▶ _Source data_
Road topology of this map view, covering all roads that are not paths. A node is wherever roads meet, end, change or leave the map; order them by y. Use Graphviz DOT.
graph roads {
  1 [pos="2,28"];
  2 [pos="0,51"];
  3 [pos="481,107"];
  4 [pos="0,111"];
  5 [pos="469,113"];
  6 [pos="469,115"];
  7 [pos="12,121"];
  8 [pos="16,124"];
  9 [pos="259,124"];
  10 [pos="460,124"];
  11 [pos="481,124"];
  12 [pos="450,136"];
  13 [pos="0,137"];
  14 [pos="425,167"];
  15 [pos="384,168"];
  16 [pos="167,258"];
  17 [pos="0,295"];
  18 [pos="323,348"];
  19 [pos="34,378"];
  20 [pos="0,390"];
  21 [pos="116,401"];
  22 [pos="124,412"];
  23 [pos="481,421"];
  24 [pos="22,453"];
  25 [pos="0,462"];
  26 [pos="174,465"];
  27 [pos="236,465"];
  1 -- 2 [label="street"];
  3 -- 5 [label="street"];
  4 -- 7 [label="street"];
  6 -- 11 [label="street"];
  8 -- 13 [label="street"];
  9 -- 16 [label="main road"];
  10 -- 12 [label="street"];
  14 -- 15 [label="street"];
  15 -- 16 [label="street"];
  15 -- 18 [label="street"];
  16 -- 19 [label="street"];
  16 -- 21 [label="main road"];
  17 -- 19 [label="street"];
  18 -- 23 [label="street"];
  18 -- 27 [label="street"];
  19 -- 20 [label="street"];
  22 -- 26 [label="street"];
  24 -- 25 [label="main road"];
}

▶ _Task to complete_
Output the data in full, please, exactly as written.

▶ _Written reply_
Road topology of this map view, covering all roads that are not paths. A node is wherever roads meet, end, change or leave the map; order them by y. Use Graphviz DOT.
graph roads {
  1 [pos="2,28"];
  2 [pos="0,51"];
  3 [pos="481,107"];
  4 [pos="0,111"];
  5 [pos="469,113"];
  6 [pos="469,115"];
  7 [pos="12,121"];
  8 [pos="16,124"];
  9 [pos="259,124"];
  10 [pos="460,124"];
  11 [pos="481,124"];
  12 [pos="450,136"];
  13 [pos="0,137"];
  14 [pos="425,167"];
  15 [pos="384,168"];
  16 [pos="167,258"];
  17 [pos="0,295"];
  18 [pos="323,348"];
  19 [pos="34,378"];
  20 [pos="0,390"];
  21 [pos="116,401"];
  22 [pos="124,412"];
  23 [pos="481,421"];
  24 [pos="22,453"];
  25 [pos="0,462"];
  26 [pos="174,465"];
  27 [pos="236,465"];
  1 -- 2 [label="street"];
  3 -- 5 [label="street"];
  4 -- 7 [label="street"];
  6 -- 11 [label="street"];
  8 -- 13 [label="street"];
  9 -- 16 [label="main road"];
  10 -- 12 [label="street"];
  14 -- 15 [label="street"];
  15 -- 16 [label="street"];
  15 -- 18 [label="street"];
  16 -- 19 [label="street"];
  16 -- 21 [label="main road"];
  17 -- 19 [label="street"];
  18 -- 23 [label="street"];
  18 -- 27 [label="street"];
  19 -- 20 [label="street"];
  22 -- 26 [label="street"];
  24 -- 25 [label="main road"];
}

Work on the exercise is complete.